### Required work
Transcribe each entry shown below with no difference from the original.

◆ ◆ ◆ ◆ ◆

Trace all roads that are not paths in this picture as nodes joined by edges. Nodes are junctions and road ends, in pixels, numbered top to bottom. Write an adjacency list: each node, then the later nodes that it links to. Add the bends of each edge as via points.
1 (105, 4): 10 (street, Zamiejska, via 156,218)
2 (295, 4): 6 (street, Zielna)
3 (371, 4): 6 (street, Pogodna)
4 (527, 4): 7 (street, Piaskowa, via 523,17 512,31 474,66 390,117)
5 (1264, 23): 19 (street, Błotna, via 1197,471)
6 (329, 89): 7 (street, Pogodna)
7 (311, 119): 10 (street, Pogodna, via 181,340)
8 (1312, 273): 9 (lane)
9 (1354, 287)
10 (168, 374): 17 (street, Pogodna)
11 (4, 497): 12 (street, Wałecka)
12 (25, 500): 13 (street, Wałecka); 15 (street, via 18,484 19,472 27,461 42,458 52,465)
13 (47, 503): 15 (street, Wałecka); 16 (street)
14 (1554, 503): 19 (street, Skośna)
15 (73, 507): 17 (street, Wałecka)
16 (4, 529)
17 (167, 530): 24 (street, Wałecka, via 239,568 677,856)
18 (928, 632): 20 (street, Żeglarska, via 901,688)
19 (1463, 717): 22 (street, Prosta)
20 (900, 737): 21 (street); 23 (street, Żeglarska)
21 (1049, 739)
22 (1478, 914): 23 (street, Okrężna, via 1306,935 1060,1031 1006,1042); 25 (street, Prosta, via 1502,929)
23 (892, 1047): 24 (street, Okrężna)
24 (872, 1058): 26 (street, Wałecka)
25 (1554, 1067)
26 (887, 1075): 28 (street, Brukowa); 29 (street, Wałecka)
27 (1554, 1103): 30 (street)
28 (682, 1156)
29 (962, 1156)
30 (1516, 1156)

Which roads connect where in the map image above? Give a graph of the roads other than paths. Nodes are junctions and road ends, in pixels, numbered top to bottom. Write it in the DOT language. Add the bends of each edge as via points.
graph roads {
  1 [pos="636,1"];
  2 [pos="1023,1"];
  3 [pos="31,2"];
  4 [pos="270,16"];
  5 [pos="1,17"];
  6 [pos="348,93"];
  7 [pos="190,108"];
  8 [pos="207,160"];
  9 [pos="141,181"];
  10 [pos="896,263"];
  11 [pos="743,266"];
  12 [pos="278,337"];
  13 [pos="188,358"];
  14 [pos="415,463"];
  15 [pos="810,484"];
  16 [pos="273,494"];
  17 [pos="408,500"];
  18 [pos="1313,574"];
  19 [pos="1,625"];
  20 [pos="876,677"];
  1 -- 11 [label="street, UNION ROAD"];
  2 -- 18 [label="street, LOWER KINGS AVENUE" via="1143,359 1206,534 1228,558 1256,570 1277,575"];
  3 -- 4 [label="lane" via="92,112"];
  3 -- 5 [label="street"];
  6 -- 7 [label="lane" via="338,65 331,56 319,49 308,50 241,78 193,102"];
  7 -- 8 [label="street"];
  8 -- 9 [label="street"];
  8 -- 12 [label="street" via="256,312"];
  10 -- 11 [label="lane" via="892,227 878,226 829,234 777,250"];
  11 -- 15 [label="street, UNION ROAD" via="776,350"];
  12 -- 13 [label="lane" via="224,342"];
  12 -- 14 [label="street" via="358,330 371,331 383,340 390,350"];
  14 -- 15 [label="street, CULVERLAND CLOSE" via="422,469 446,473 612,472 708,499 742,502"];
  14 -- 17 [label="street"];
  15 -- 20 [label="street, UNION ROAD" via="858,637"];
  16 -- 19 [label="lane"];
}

◆ ◆ ◆ ◆ ◆

### Task solution
Trace all roads that are not paths in this picture as nodes joined by edges. Nodes are junctions and road ends, in pixels, numbered top to bottom. Write an adjacency list: each node, then the later nodes that it links to. Add the bends of each edge as via points.
1 (105, 4): 10 (street, Zamiejska, via 156,218)
2 (295, 4): 6 (street, Zielna)
3 (371, 4): 6 (street, Pogodna)
4 (527, 4): 7 (street, Piaskowa, via 523,17 512,31 474,66 390,117)
5 (1264, 23): 19 (street, Błotna, via 1197,471)
6 (329, 89): 7 (street, Pogodna)
7 (311, 119): 10 (street, Pogodna, via 181,340)
8 (1312, 273): 9 (lane)
9 (1354, 287)
10 (168, 374): 17 (street, Pogodna)
11 (4, 497): 12 (street, Wałecka)
12 (25, 500): 13 (street, Wałecka); 15 (street, via 18,484 19,472 27,461 42,458 52,465)
13 (47, 503): 15 (street, Wałecka); 16 (street)
14 (1554, 503): 19 (street, Skośna)
15 (73, 507): 17 (street, Wałecka)
16 (4, 529)
17 (167, 530): 24 (street, Wałecka, via 239,568 677,856)
18 (928, 632): 20 (street, Żeglarska, via 901,688)
19 (1463, 717): 22 (street, Prosta)
20 (900, 737): 21 (street); 23 (street, Żeglarska)
21 (1049, 739)
22 (1478, 914): 23 (street, Okrężna, via 1306,935 1060,1031 1006,1042); 25 (street, Prosta, via 1502,929)
23 (892, 1047): 24 (street, Okrężna)
24 (872, 1058): 26 (street, Wałecka)
25 (1554, 1067)
26 (887, 1075): 28 (street, Brukowa); 29 (street, Wałecka)
27 (1554, 1103): 30 (street)
28 (682, 1156)
29 (962, 1156)
30 (1516, 1156)

Which roads connect where in the map image above? Give a graph of the roads other than paths. Nodes are junctions and road ends, in pixels, numbered top to bottom. Write it in the DOT language. Add the bends of each edge as via points.
graph roads {
  1 [pos="636,1"];
  2 [pos="1023,1"];
  3 [pos="31,2"];
  4 [pos="270,16"];
  5 [pos="1,17"];
  6 [pos="348,93"];
  7 [pos="190,108"];
  8 [pos="207,160"];
  9 [pos="141,181"];
  10 [pos="896,263"];
  11 [pos="743,266"];
  12 [pos="278,337"];
  13 [pos="188,358"];
  14 [pos="415,463"];
  15 [pos="810,484"];
  16 [pos="273,494"];
  17 [pos="408,500"];
  18 [pos="1313,574"];
  19 [pos="1,625"];
  20 [pos="876,677"];
  1 -- 11 [label="street, UNION ROAD"];
  2 -- 18 [label="street, LOWER KINGS AVENUE" via="1143,359 1206,534 1228,558 1256,570 1277,575"];
  3 -- 4 [label="lane" via="92,112"];
  3 -- 5 [label="street"];
  6 -- 7 [label="lane" via="338,65 331,56 319,49 308,50 241,78 193,102"];
  7 -- 8 [label="street"];
  8 -- 9 [label="street"];
  8 -- 12 [label="street" via="256,312"];
  10 -- 11 [label="lane" via="892,227 878,226 829,234 777,250"];
  11 -- 15 [label="street, UNION ROAD" via="776,350"];
  12 -- 13 [label="lane" via="224,342"];
  12 -- 14 [label="street" via="358,330 371,331 383,340 390,350"];
  14 -- 15 [label="street, CULVERLAND CLOSE" via="422,469 446,473 612,472 708,499 742,502"];
  14 -- 17 [label="street"];
  15 -- 20 [label="street, UNION ROAD" via="858,637"];
  16 -- 19 [label="lane"];
}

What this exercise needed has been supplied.